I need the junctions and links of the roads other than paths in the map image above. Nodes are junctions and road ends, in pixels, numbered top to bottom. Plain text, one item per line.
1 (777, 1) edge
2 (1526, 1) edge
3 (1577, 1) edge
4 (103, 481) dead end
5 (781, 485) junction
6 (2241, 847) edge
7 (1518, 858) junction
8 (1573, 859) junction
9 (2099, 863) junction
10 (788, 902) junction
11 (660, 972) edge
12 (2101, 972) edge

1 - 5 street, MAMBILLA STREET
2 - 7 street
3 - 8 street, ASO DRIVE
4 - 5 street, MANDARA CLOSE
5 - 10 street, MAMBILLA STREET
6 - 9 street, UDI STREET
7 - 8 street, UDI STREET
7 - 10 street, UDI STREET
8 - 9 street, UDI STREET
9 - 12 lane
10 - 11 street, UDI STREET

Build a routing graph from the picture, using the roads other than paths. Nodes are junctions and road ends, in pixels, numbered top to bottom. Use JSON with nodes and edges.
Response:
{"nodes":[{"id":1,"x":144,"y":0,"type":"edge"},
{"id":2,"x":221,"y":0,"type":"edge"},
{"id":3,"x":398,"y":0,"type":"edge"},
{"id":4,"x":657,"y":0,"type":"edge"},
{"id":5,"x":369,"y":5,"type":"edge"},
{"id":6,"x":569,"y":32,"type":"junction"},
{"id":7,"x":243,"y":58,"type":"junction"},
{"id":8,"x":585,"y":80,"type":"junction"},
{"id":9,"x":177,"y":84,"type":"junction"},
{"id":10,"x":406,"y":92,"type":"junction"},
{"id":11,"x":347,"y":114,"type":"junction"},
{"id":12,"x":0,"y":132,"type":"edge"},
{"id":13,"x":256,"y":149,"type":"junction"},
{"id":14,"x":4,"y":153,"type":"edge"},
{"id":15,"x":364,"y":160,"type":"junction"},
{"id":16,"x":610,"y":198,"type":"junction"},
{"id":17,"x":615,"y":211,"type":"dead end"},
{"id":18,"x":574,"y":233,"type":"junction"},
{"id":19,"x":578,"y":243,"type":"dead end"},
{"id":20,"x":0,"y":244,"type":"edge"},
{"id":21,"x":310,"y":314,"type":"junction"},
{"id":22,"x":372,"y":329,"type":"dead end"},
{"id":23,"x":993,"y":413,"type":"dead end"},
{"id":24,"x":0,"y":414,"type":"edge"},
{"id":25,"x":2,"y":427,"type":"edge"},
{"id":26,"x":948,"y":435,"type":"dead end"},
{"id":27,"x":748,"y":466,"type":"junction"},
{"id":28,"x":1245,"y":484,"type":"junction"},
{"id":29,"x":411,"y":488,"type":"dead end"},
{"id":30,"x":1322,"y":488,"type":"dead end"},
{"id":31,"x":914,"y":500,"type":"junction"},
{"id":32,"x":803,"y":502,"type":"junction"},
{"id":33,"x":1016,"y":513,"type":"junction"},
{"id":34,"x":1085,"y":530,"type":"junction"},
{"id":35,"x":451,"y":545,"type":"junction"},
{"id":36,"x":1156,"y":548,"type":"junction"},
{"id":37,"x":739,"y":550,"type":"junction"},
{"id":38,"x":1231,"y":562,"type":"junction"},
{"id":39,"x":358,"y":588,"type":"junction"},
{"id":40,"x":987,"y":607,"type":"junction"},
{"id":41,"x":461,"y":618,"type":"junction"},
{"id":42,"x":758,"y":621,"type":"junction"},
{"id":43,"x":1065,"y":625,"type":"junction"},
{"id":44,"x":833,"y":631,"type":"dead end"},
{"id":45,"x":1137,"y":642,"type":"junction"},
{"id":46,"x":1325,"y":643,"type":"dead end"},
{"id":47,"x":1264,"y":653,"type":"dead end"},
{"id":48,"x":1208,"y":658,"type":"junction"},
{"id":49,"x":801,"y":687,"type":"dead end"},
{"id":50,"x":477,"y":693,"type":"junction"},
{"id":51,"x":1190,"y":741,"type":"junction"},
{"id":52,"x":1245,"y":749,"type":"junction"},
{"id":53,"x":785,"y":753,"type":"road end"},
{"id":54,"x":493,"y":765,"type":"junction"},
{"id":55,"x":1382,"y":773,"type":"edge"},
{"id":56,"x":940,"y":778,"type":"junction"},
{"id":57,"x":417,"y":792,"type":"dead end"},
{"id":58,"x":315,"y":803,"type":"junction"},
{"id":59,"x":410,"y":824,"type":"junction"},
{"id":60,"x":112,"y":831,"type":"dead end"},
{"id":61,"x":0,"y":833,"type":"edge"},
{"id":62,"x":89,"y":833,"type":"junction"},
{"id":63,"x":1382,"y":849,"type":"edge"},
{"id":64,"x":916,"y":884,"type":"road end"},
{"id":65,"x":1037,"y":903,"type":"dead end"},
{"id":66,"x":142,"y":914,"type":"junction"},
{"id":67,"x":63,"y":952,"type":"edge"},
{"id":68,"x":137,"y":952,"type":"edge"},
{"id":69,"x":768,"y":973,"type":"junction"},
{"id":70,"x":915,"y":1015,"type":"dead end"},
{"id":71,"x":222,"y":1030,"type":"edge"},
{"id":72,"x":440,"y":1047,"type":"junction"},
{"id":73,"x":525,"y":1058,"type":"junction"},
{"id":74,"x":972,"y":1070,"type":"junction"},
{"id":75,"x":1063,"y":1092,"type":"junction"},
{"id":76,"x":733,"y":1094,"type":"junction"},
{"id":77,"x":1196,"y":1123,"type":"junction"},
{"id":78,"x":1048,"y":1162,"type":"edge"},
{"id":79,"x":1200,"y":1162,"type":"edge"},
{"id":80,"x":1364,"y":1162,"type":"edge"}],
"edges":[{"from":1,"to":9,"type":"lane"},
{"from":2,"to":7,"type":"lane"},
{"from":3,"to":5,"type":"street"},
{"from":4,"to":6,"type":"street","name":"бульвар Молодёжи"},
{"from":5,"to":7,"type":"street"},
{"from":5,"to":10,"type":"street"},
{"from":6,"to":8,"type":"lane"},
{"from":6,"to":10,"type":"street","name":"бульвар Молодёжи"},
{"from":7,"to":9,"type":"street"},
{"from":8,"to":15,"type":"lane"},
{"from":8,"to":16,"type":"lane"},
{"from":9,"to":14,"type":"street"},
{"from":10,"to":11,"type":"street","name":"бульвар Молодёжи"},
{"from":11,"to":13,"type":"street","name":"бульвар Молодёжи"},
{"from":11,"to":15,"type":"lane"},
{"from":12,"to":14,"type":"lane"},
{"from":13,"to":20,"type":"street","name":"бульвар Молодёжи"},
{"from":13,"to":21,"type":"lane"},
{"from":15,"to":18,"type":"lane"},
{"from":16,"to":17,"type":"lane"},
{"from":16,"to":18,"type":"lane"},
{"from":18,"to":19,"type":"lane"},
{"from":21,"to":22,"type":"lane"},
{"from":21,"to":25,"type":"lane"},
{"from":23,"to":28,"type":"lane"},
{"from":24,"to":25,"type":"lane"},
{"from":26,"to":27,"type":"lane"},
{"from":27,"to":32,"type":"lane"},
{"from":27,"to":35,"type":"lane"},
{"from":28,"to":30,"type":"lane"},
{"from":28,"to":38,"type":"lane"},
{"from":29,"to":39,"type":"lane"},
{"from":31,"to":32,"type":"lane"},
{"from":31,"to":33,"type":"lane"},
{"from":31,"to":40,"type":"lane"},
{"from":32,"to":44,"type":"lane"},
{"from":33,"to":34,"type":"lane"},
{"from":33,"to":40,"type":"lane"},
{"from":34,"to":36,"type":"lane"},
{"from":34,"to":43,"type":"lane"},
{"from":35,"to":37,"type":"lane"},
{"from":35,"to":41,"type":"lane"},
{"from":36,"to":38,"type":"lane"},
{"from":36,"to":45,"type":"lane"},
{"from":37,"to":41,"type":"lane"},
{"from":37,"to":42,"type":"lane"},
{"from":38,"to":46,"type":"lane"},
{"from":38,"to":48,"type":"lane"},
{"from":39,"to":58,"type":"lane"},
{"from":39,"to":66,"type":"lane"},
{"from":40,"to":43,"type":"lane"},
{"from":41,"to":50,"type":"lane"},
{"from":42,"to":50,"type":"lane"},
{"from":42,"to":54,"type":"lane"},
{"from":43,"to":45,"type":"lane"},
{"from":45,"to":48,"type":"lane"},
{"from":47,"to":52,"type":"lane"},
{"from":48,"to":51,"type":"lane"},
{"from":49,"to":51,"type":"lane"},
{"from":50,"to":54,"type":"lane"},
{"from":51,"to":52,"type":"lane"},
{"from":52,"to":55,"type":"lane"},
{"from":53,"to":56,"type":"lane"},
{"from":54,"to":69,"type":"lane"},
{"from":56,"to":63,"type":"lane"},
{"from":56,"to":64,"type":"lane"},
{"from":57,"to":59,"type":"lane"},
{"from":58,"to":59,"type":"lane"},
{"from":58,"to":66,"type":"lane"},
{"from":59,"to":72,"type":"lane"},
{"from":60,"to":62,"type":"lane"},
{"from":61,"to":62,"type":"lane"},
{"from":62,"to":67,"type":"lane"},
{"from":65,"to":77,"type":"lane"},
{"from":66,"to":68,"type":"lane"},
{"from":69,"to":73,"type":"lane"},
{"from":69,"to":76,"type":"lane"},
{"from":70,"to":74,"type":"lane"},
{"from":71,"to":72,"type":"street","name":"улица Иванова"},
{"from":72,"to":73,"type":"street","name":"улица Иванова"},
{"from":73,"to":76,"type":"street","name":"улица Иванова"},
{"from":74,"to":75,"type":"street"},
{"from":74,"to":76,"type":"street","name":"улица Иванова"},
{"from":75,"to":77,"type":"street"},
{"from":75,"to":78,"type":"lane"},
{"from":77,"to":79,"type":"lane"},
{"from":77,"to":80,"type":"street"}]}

....

• _WORK INSTRUCTIONS_:
Transcribe, please, every line from the first line of the listing above through the line with "Build a routing". Keep both ends and nothing else.

• _RESPONSE_:
I need the junctions and links of the roads other than paths in the map image above. Nodes are junctions and road ends, in pixels, numbered top to bottom. Plain text, one item per line.
1 (777, 1) edge
2 (1526, 1) edge
3 (1577, 1) edge
4 (103, 481) dead end
5 (781, 485) junction
6 (2241, 847) edge
7 (1518, 858) junction
8 (1573, 859) junction
9 (2099, 863) junction
10 (788, 902) junction
11 (660, 972) edge
12 (2101, 972) edge

1 - 5 street, MAMBILLA STREET
2 - 7 street
3 - 8 street, ASO DRIVE
4 - 5 street, MANDARA CLOSE
5 - 10 street, MAMBILLA STREET
6 - 9 street, UDI STREET
7 - 8 street, UDI STREET
7 - 10 street, UDI STREET
8 - 9 street, UDI STREET
9 - 12 lane
10 - 11 street, UDI STREET

Build a routing graph from the picture, using the roads other than paths. Nodes are junctions and road ends, in pixels, numbered top to bottom. Use JSON with nodes and edges.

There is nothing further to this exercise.